● Task brief
Produce the tally of lines in the material below that hold "Cooper", without anything else.

● Input data
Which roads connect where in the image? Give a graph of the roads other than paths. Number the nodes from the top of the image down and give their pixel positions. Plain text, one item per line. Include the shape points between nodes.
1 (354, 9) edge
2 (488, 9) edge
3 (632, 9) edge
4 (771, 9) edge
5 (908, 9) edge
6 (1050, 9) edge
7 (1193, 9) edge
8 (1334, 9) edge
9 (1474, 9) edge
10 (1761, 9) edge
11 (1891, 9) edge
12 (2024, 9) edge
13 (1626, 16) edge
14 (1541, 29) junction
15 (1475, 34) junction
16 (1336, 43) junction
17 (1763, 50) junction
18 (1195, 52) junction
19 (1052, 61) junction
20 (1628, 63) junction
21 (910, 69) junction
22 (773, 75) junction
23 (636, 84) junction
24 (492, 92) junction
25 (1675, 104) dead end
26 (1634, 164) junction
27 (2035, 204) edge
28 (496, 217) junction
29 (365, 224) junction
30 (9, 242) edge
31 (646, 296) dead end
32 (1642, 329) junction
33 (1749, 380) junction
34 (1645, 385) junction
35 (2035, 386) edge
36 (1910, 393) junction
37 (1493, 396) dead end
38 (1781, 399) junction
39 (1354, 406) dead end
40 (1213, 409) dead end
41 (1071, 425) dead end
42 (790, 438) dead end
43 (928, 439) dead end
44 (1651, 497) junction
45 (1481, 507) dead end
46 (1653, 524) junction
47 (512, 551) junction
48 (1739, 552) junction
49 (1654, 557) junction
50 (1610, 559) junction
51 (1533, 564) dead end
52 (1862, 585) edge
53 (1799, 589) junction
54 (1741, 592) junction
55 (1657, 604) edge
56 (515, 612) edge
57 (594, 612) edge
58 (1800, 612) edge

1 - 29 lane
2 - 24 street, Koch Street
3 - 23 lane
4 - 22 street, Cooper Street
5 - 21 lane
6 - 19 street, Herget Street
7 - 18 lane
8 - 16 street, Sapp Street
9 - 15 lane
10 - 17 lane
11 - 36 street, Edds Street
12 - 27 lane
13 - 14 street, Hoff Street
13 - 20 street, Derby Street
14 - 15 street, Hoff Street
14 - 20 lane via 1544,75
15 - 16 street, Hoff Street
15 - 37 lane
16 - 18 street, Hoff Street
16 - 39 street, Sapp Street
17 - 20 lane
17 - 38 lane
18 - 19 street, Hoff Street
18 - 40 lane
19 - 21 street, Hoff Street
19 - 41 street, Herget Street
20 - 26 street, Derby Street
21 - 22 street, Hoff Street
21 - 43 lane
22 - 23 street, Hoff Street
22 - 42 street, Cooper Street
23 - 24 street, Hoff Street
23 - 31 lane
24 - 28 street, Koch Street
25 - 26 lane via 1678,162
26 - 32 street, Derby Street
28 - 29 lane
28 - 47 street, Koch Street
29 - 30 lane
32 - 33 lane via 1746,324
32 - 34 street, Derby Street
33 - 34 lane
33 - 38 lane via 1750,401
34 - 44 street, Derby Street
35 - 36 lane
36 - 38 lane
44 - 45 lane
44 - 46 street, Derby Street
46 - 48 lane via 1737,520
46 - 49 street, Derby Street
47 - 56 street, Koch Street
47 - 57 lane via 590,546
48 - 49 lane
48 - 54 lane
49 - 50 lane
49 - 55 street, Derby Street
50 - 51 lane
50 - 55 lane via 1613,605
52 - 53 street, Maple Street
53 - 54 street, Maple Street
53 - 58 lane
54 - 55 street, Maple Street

● Answer box
2